[Items from a dataset]
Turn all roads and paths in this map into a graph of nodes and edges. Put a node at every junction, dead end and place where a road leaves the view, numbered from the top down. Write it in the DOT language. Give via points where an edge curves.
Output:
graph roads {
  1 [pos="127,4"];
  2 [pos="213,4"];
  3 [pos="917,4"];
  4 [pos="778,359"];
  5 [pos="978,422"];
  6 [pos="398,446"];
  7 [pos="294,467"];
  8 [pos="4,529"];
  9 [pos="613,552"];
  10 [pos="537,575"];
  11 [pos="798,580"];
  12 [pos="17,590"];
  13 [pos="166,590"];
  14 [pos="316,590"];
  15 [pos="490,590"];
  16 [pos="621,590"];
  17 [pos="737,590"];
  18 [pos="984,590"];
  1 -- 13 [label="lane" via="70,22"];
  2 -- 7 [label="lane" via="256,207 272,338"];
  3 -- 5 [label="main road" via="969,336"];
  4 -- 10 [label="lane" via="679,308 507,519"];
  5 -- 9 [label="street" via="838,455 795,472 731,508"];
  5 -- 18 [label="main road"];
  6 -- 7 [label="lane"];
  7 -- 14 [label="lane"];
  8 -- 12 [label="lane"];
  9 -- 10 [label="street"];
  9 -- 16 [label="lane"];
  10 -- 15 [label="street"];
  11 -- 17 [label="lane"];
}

◆ **WORK INSTRUCTION**:
Could you copy every record above exactly as written?

◆ **ANSWER TO THIS TASK**:
Turn all roads and paths in this map into a graph of nodes and edges. Put a node at every junction, dead end and place where a road leaves the view, numbered from the top down. Write it in the DOT language. Give via points where an edge curves.
Output:
graph roads {
  1 [pos="127,4"];
  2 [pos="213,4"];
  3 [pos="917,4"];
  4 [pos="778,359"];
  5 [pos="978,422"];
  6 [pos="398,446"];
  7 [pos="294,467"];
  8 [pos="4,529"];
  9 [pos="613,552"];
  10 [pos="537,575"];
  11 [pos="798,580"];
  12 [pos="17,590"];
  13 [pos="166,590"];
  14 [pos="316,590"];
  15 [pos="490,590"];
  16 [pos="621,590"];
  17 [pos="737,590"];
  18 [pos="984,590"];
  1 -- 13 [label="lane" via="70,22"];
  2 -- 7 [label="lane" via="256,207 272,338"];
  3 -- 5 [label="main road" via="969,336"];
  4 -- 10 [label="lane" via="679,308 507,519"];
  5 -- 9 [label="street" via="838,455 795,472 731,508"];
  5 -- 18 [label="main road"];
  6 -- 7 [label="lane"];
  7 -- 14 [label="lane"];
  8 -- 12 [label="lane"];
  9 -- 10 [label="street"];
  9 -- 16 [label="lane"];
  10 -- 15 [label="street"];
  11 -- 17 [label="lane"];
}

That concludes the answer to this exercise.